━━━ Information ━━━

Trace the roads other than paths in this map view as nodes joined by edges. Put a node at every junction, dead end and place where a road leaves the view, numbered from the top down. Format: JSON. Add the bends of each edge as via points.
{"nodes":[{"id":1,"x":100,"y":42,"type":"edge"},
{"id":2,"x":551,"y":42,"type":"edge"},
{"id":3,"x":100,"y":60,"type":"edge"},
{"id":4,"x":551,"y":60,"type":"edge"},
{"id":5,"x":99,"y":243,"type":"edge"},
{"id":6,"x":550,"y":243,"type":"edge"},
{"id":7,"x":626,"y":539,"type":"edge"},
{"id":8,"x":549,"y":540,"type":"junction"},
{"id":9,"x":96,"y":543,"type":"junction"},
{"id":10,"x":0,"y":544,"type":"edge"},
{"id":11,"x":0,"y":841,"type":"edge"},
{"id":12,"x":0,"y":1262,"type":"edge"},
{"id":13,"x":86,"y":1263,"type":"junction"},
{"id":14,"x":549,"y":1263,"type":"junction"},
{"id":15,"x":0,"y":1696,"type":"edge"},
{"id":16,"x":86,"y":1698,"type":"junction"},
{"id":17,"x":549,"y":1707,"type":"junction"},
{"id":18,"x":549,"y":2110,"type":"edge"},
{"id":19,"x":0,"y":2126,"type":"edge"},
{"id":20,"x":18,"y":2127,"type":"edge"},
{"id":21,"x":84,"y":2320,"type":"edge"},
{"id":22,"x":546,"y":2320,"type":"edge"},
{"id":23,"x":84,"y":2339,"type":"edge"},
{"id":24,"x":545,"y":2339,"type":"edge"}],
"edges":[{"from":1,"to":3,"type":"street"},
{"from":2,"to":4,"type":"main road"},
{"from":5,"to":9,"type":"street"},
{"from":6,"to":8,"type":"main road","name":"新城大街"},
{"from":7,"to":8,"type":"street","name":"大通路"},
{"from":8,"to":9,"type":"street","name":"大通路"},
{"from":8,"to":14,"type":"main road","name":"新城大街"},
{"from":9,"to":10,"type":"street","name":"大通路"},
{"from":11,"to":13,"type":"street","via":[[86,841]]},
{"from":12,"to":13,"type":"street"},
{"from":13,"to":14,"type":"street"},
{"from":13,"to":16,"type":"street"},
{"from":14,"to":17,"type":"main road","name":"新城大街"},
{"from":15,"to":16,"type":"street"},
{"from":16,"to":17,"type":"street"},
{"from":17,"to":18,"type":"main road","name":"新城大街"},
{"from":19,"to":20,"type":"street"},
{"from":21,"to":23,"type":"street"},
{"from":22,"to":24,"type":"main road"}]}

━━━
━━━ Information ━━━

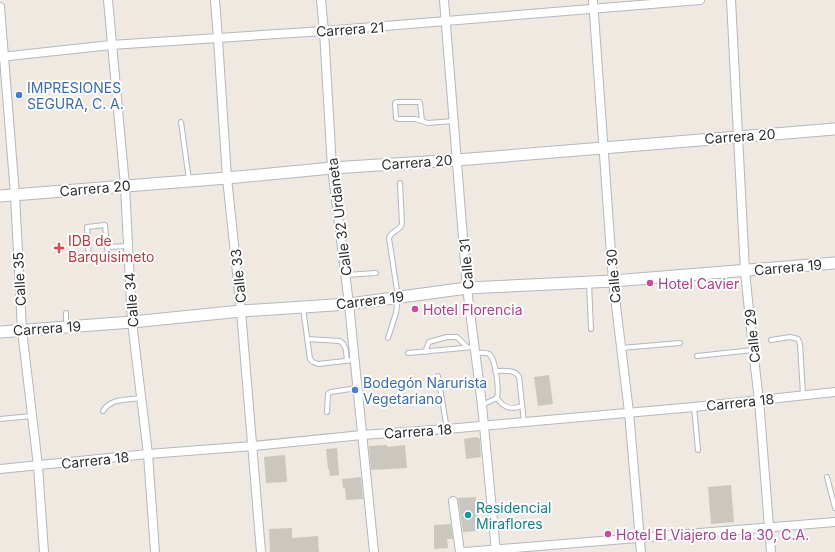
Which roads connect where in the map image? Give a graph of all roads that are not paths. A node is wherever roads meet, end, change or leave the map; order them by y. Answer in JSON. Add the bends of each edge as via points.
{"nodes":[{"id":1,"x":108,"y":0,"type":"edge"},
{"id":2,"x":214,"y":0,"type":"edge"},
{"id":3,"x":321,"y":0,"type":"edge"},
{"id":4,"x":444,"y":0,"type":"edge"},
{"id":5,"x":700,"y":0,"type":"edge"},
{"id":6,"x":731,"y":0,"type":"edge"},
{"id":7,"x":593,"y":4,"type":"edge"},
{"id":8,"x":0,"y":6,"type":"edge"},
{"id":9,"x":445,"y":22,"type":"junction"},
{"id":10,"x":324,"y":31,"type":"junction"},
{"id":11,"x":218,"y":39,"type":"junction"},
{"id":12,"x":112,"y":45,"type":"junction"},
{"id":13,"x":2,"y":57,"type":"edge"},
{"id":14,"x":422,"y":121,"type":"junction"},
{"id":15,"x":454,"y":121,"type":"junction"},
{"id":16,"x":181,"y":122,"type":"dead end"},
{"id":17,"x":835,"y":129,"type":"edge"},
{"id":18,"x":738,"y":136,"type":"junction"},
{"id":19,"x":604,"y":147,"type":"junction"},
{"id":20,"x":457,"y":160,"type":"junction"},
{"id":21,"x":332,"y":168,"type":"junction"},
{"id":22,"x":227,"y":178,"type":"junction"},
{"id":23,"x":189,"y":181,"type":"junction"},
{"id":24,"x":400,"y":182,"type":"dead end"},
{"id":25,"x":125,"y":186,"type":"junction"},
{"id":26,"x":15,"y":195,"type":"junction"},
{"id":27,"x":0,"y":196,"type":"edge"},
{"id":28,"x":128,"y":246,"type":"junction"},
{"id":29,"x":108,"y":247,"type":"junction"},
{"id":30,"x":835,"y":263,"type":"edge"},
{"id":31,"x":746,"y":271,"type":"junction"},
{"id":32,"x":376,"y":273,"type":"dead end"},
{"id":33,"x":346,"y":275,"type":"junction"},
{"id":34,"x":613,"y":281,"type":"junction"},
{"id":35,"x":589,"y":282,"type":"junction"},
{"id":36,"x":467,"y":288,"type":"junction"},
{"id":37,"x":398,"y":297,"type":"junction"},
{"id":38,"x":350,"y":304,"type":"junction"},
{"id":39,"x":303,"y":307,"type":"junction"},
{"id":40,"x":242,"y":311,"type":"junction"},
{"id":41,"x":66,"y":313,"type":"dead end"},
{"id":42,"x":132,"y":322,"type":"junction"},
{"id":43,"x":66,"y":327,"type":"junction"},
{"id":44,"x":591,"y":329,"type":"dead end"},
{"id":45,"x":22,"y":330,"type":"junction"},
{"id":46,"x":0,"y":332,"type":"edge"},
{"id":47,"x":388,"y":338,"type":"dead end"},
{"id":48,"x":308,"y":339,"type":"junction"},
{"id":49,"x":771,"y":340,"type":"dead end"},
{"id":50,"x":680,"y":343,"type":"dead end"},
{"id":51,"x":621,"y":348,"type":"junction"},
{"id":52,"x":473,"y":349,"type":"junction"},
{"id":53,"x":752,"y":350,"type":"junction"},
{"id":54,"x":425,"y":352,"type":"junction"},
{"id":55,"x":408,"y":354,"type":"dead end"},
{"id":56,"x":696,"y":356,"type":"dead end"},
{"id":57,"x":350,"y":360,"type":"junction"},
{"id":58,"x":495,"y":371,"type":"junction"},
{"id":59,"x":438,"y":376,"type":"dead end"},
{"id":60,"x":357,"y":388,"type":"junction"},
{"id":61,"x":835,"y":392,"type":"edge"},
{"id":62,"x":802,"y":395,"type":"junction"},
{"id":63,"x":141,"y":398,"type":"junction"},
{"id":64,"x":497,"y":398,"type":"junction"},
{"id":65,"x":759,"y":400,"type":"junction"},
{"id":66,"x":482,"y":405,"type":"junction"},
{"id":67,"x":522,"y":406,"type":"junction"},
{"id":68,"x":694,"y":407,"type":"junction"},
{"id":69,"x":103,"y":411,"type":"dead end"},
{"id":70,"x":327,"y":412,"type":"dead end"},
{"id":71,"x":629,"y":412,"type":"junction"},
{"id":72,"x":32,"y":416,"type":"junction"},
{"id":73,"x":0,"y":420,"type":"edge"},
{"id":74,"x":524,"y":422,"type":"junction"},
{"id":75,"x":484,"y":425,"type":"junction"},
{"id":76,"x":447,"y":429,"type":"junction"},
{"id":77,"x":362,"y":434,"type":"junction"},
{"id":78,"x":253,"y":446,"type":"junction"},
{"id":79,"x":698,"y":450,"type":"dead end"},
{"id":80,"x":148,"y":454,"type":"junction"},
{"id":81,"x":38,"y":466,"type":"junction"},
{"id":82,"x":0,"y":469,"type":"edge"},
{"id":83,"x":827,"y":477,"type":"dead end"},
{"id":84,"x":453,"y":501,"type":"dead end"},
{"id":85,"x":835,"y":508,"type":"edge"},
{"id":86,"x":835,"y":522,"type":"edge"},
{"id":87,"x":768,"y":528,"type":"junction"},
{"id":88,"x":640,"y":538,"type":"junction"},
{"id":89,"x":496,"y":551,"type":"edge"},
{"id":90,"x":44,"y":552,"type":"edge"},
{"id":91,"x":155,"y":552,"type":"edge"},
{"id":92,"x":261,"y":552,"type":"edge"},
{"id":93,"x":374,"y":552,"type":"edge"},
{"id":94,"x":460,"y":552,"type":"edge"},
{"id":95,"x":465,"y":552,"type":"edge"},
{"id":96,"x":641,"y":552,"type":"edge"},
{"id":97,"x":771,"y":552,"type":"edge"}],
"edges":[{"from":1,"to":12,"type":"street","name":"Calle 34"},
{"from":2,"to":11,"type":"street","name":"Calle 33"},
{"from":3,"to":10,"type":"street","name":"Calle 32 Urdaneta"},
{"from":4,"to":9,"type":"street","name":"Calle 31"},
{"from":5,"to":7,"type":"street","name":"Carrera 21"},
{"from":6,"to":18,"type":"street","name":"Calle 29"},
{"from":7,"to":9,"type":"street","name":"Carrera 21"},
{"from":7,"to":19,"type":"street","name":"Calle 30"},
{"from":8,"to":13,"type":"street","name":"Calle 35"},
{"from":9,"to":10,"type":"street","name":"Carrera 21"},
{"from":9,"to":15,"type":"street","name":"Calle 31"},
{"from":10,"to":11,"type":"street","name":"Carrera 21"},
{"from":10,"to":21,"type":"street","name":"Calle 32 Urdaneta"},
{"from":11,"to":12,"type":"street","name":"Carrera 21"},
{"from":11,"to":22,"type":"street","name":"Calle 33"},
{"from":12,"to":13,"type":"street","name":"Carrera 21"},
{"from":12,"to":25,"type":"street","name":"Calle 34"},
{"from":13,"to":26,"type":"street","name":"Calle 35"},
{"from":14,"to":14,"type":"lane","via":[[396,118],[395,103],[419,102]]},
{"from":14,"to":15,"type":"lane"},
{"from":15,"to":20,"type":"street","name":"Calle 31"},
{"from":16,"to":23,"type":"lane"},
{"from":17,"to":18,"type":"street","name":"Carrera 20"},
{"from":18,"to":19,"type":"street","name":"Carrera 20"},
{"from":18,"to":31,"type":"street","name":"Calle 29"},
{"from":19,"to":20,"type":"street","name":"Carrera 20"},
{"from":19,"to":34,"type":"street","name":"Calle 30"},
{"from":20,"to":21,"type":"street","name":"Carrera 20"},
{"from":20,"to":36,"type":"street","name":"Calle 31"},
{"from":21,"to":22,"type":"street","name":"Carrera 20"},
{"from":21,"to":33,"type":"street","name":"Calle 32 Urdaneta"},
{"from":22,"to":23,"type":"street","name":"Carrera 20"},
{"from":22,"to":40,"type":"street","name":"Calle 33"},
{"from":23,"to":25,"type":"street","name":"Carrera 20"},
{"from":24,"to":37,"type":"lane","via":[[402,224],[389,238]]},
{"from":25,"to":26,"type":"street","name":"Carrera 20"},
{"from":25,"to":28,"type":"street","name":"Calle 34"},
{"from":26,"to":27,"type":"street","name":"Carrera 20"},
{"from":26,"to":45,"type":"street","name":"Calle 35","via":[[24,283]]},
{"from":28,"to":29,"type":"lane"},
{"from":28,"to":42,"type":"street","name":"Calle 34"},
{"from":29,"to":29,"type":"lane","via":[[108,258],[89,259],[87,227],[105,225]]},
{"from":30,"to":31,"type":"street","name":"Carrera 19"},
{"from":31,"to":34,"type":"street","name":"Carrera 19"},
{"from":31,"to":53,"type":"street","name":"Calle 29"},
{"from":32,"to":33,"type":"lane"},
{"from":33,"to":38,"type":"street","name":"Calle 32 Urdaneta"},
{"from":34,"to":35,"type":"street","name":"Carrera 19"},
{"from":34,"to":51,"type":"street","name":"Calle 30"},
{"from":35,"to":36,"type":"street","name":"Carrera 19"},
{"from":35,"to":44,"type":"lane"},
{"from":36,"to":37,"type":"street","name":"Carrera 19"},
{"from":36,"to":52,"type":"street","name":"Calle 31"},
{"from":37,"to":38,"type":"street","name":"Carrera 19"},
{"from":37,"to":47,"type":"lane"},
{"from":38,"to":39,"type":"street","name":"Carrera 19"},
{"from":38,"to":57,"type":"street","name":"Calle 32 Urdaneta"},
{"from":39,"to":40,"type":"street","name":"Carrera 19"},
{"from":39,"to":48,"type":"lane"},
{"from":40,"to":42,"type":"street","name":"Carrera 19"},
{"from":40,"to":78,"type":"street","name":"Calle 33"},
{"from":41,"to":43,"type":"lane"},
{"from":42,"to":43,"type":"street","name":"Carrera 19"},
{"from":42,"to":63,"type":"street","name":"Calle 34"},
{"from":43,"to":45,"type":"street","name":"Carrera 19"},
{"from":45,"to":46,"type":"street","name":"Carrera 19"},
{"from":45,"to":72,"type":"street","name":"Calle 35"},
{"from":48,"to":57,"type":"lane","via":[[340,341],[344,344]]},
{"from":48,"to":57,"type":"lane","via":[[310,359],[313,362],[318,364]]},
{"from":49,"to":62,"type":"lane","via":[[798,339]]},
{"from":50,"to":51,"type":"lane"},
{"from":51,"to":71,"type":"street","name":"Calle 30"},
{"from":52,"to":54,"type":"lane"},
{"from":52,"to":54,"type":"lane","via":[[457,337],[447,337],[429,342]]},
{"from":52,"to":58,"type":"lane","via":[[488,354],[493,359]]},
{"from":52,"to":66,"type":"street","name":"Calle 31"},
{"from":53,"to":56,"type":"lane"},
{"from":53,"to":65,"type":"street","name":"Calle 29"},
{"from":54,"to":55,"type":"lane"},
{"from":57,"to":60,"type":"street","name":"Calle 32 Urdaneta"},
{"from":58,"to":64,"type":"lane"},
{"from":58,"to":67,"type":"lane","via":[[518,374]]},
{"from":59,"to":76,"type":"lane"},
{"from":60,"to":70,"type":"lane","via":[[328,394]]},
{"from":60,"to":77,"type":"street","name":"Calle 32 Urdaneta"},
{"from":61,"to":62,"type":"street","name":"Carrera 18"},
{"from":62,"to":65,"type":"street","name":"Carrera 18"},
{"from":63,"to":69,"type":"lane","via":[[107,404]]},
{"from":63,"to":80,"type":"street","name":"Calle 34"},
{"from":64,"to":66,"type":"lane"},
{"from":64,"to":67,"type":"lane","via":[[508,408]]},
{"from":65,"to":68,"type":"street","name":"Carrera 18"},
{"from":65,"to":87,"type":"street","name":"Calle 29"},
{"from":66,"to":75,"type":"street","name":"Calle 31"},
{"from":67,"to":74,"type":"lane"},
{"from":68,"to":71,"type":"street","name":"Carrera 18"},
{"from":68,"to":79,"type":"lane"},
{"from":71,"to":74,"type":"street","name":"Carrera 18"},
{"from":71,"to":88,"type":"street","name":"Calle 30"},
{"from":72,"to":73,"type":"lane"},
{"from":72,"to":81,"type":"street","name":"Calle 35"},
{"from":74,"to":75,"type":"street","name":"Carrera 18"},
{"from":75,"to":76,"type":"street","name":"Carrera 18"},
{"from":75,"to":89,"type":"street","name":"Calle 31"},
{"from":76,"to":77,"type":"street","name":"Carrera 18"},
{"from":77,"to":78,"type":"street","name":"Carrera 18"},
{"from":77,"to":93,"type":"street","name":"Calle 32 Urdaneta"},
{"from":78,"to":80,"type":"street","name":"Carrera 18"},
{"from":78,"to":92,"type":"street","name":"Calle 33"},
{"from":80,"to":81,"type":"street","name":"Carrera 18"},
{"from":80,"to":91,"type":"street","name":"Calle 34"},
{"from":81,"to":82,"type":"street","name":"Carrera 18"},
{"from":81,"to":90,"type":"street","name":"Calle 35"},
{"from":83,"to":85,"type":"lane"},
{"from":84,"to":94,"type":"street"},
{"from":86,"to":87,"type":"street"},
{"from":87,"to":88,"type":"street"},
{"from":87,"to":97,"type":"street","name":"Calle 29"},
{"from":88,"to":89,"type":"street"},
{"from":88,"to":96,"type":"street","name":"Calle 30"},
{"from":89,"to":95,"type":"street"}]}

━━━

### Brief
What lines in the entries above include the string "新城大街"? Return each one.

### Output below
{"from":6,"to":8,"type":"main road","name":"新城大街"},
{"from":8,"to":14,"type":"main road","name":"新城大街"},
{"from":14,"to":17,"type":"main road","name":"新城大街"},
{"from":17,"to":18,"type":"main road","name":"新城大街"},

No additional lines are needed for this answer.